◆ EXERCISE BRIEF:
Would you print the whole listing again, exactly?

◆ EXCERPTED DATA:

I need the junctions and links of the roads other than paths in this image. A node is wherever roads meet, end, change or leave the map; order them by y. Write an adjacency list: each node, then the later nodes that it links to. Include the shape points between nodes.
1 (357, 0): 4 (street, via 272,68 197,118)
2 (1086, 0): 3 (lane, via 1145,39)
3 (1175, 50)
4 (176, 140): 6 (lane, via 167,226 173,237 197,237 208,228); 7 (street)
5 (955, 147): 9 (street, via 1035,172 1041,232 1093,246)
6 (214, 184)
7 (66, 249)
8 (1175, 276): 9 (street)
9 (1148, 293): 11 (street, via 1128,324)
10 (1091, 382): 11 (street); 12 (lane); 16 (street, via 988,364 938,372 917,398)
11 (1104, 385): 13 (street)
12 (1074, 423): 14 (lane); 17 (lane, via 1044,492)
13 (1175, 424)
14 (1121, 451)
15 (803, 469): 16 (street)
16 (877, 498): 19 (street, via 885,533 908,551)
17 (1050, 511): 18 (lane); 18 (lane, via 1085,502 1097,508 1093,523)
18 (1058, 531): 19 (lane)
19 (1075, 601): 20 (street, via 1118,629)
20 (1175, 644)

◆ WRITTEN ANSWER:
I need the junctions and links of the roads other than paths in this image. A node is wherever roads meet, end, change or leave the map; order them by y. Write an adjacency list: each node, then the later nodes that it links to. Include the shape points between nodes.
1 (357, 0): 4 (street, via 272,68 197,118)
2 (1086, 0): 3 (lane, via 1145,39)
3 (1175, 50)
4 (176, 140): 6 (lane, via 167,226 173,237 197,237 208,228); 7 (street)
5 (955, 147): 9 (street, via 1035,172 1041,232 1093,246)
6 (214, 184)
7 (66, 249)
8 (1175, 276): 9 (street)
9 (1148, 293): 11 (street, via 1128,324)
10 (1091, 382): 11 (street); 12 (lane); 16 (street, via 988,364 938,372 917,398)
11 (1104, 385): 13 (street)
12 (1074, 423): 14 (lane); 17 (lane, via 1044,492)
13 (1175, 424)
14 (1121, 451)
15 (803, 469): 16 (street)
16 (877, 498): 19 (street, via 885,533 908,551)
17 (1050, 511): 18 (lane); 18 (lane, via 1085,502 1097,508 1093,523)
18 (1058, 531): 19 (lane)
19 (1075, 601): 20 (street, via 1118,629)
20 (1175, 644)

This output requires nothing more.